Exercise details: Retype every entry word for word. Omit the pictures.

Source data:

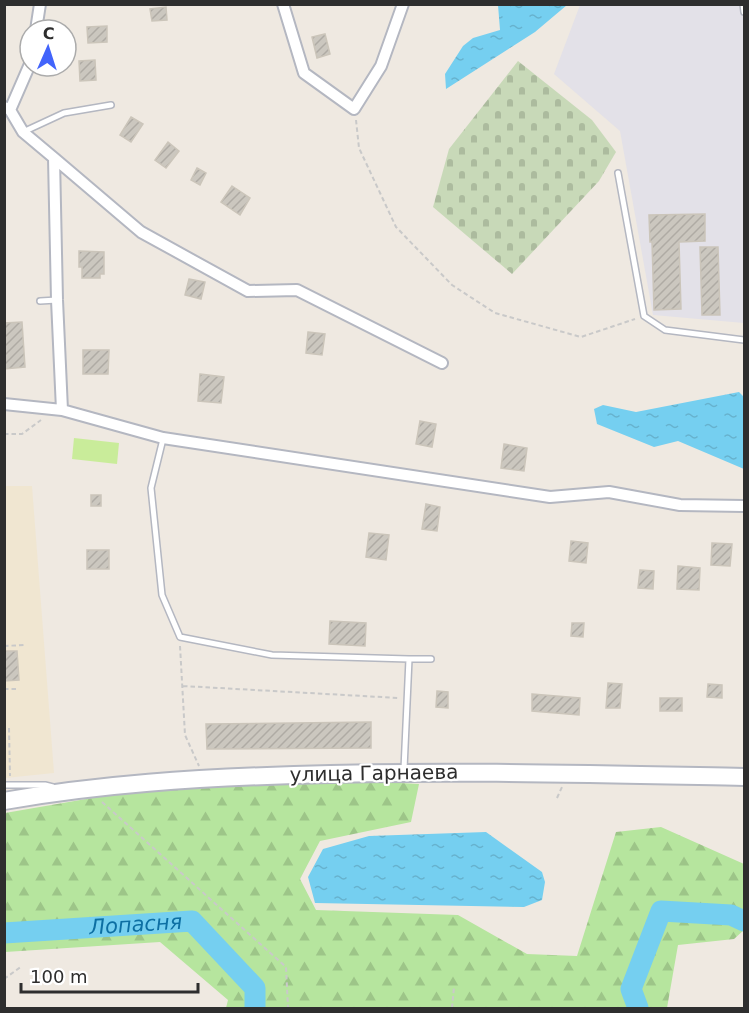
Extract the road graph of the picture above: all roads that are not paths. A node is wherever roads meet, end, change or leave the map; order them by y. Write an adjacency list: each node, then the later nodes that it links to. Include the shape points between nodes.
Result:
1 (284, 4): 2 (street, via 304,73 354,109 381,66)
2 (403, 4)
3 (743, 4): 4 (lane)
4 (744, 12)
5 (23, 78): 7 (street)
6 (111, 105): 8 (lane, via 64,112)
7 (7, 108): 8 (street)
8 (23, 132): 9 (street)
9 (54, 158): 11 (street); 14 (street, via 141,232 248,291 297,290)
10 (618, 173): 13 (lane, via 644,316 665,330)
11 (57, 300): 12 (lane); 16 (street)
12 (40, 301)
13 (744, 340)
14 (442, 363)
15 (4, 404): 16 (street)
16 (62, 410): 17 (street)
17 (163, 438): 18 (street, via 550,497 609,492 680,505); 19 (lane, via 151,488 162,595 180,637 272,655)
18 (744, 506)
19 (410, 659): 20 (lane); 21 (lane)
20 (431, 659)
21 (404, 771): 22 (street, улица Гарнаева); 24 (street, улица Гарнаева, via 204,778)
22 (744, 777)
23 (4, 785): 24 (lane, via 45,785)
24 (63, 790): 25 (street, улица Гарнаева)
25 (4, 801)

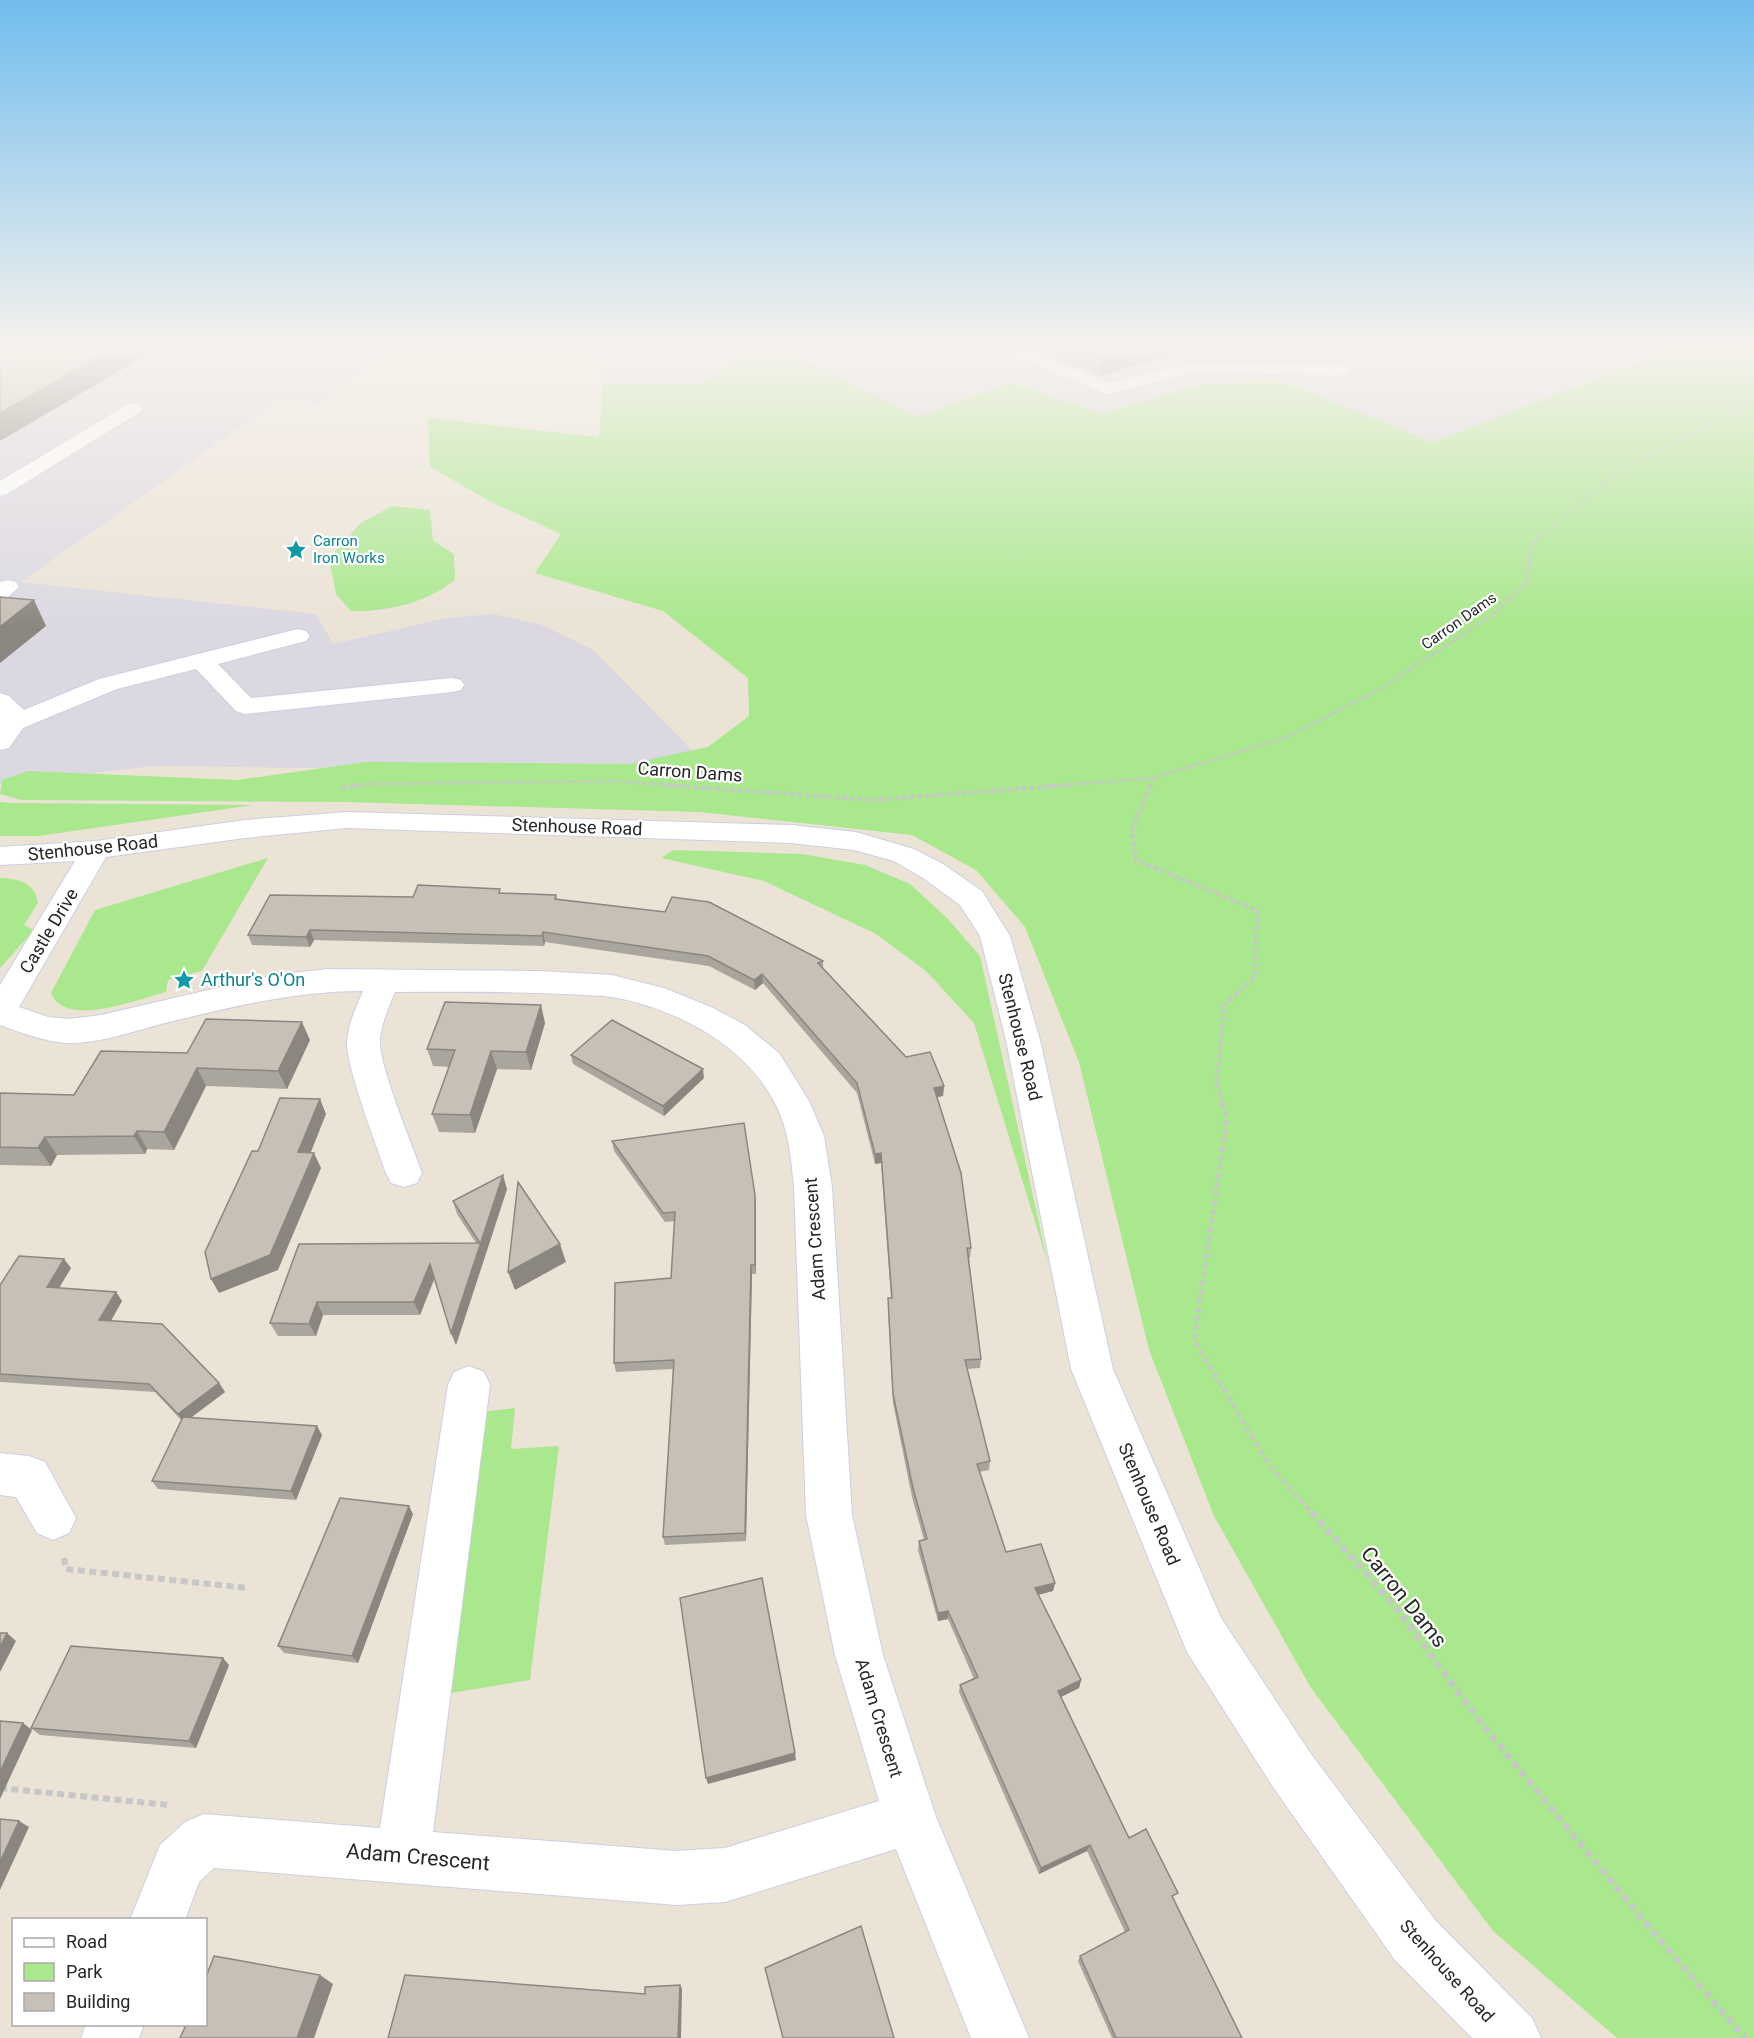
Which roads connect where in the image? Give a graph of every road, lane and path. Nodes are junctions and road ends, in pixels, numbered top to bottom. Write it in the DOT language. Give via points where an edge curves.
graph roads {
  1 [pos="83,439"];
  2 [pos="1682,439"];
  3 [pos="0,490"];
  4 [pos="298,636"];
  5 [pos="201,660"];
  6 [pos="452,686"];
  7 [pos="0,701"];
  8 [pos="7,733"];
  9 [pos="1153,778"];
  10 [pos="337,789"];
  11 [pos="96,850"];
  12 [pos="0,856"];
  13 [pos="384,980"];
  14 [pos="0,1012"];
  15 [pos="404,1173"];
  16 [pos="469,1384"];
  17 [pos="0,1474"];
  18 [pos="53,1518"];
  19 [pos="248,1588"];
  20 [pos="0,1788"];
  21 [pos="910,1818"];
  22 [pos="204,1841"];
  23 [pos="403,1855"];
  24 [pos="158,1918"];
  25 [pos="1000,2038"];
  26 [pos="1512,2038"];
  27 [pos="1745,2038"];
  1 -- 3 [label="street"];
  2 -- 9 [label="path, Carron Dams" via="1619,471 1554,522 1531,545 1527,582 1494,614 1382,688 1287,737"];
  4 -- 5 [label="street"];
  5 -- 6 [label="street" via="244,706"];
  5 -- 8 [label="street" via="108,684"];
  7 -- 8 [label="street" via="12,711"];
  9 -- 10 [label="path, Carron Dams" via="874,800 614,781 365,784"];
  9 -- 27 [label="path, Carron Dams" via="1132,831 1136,860 1257,910 1255,976 1224,1005 1217,1085 1227,1119 1194,1340 1269,1465 1394,1605 1482,1724"];
  11 -- 12 [label="street, Stenhouse Road"];
  11 -- 14 [label="street, Castle Drive"];
  11 -- 26 [label="street, Stenhouse Road" via="245,829 347,820 791,834 856,841 904,855 970,898 995,936 1023,1040 1092,1369 1204,1635 1291,1769 1415,1940"];
  13 -- 14 [label="street, Adam Crescent" via="283,985 69,1031 46,1029"];
  13 -- 15 [label="street" via="363,1042"];
  13 -- 21 [label="street, Adam Crescent" via="612,986 653,996 733,1033 767,1062 792,1101 806,1136 813,1187 829,1515 859,1655"];
  16 -- 23 [label="street"];
  17 -- 18 [label="street" via="30,1477"];
  18 -- 19 [label="path" via="66,1569"];
  20 -- 22 [label="path" via="181,1806"];
  21 -- 23 [label="street, Adam Crescent" via="724,1875 677,1878"];
  21 -- 25 [label="street, Adam Crescent"];
  22 -- 23 [label="street, Adam Crescent"];
  22 -- 24 [label="street" via="179,1864"];
}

Completed exercise:
Extract the road graph of the picture above: all roads that are not paths. A node is wherever roads meet, end, change or leave the map; order them by y. Write an adjacency list: each node, then the later nodes that it links to. Include the shape points between nodes.
Result:
1 (284, 4): 2 (street, via 304,73 354,109 381,66)
2 (403, 4)
3 (743, 4): 4 (lane)
4 (744, 12)
5 (23, 78): 7 (street)
6 (111, 105): 8 (lane, via 64,112)
7 (7, 108): 8 (street)
8 (23, 132): 9 (street)
9 (54, 158): 11 (street); 14 (street, via 141,232 248,291 297,290)
10 (618, 173): 13 (lane, via 644,316 665,330)
11 (57, 300): 12 (lane); 16 (street)
12 (40, 301)
13 (744, 340)
14 (442, 363)
15 (4, 404): 16 (street)
16 (62, 410): 17 (street)
17 (163, 438): 18 (street, via 550,497 609,492 680,505); 19 (lane, via 151,488 162,595 180,637 272,655)
18 (744, 506)
19 (410, 659): 20 (lane); 21 (lane)
20 (431, 659)
21 (404, 771): 22 (street, улица Гарнаева); 24 (street, улица Гарнаева, via 204,778)
22 (744, 777)
23 (4, 785): 24 (lane, via 45,785)
24 (63, 790): 25 (street, улица Гарнаева)
25 (4, 801)

Which roads connect where in the image? Give a graph of every road, lane and path. Nodes are junctions and road ends, in pixels, numbered top to bottom. Write it in the DOT language. Give via points where an edge curves.
graph roads {
  1 [pos="83,439"];
  2 [pos="1682,439"];
  3 [pos="0,490"];
  4 [pos="298,636"];
  5 [pos="201,660"];
  6 [pos="452,686"];
  7 [pos="0,701"];
  8 [pos="7,733"];
  9 [pos="1153,778"];
  10 [pos="337,789"];
  11 [pos="96,850"];
  12 [pos="0,856"];
  13 [pos="384,980"];
  14 [pos="0,1012"];
  15 [pos="404,1173"];
  16 [pos="469,1384"];
  17 [pos="0,1474"];
  18 [pos="53,1518"];
  19 [pos="248,1588"];
  20 [pos="0,1788"];
  21 [pos="910,1818"];
  22 [pos="204,1841"];
  23 [pos="403,1855"];
  24 [pos="158,1918"];
  25 [pos="1000,2038"];
  26 [pos="1512,2038"];
  27 [pos="1745,2038"];
  1 -- 3 [label="street"];
  2 -- 9 [label="path, Carron Dams" via="1619,471 1554,522 1531,545 1527,582 1494,614 1382,688 1287,737"];
  4 -- 5 [label="street"];
  5 -- 6 [label="street" via="244,706"];
  5 -- 8 [label="street" via="108,684"];
  7 -- 8 [label="street" via="12,711"];
  9 -- 10 [label="path, Carron Dams" via="874,800 614,781 365,784"];
  9 -- 27 [label="path, Carron Dams" via="1132,831 1136,860 1257,910 1255,976 1224,1005 1217,1085 1227,1119 1194,1340 1269,1465 1394,1605 1482,1724"];
  11 -- 12 [label="street, Stenhouse Road"];
  11 -- 14 [label="street, Castle Drive"];
  11 -- 26 [label="street, Stenhouse Road" via="245,829 347,820 791,834 856,841 904,855 970,898 995,936 1023,1040 1092,1369 1204,1635 1291,1769 1415,1940"];
  13 -- 14 [label="street, Adam Crescent" via="283,985 69,1031 46,1029"];
  13 -- 15 [label="street" via="363,1042"];
  13 -- 21 [label="street, Adam Crescent" via="612,986 653,996 733,1033 767,1062 792,1101 806,1136 813,1187 829,1515 859,1655"];
  16 -- 23 [label="street"];
  17 -- 18 [label="street" via="30,1477"];
  18 -- 19 [label="path" via="66,1569"];
  20 -- 22 [label="path" via="181,1806"];
  21 -- 23 [label="street, Adam Crescent" via="724,1875 677,1878"];
  21 -- 25 [label="street, Adam Crescent"];
  22 -- 23 [label="street, Adam Crescent"];
  22 -- 24 [label="street" via="179,1864"];
}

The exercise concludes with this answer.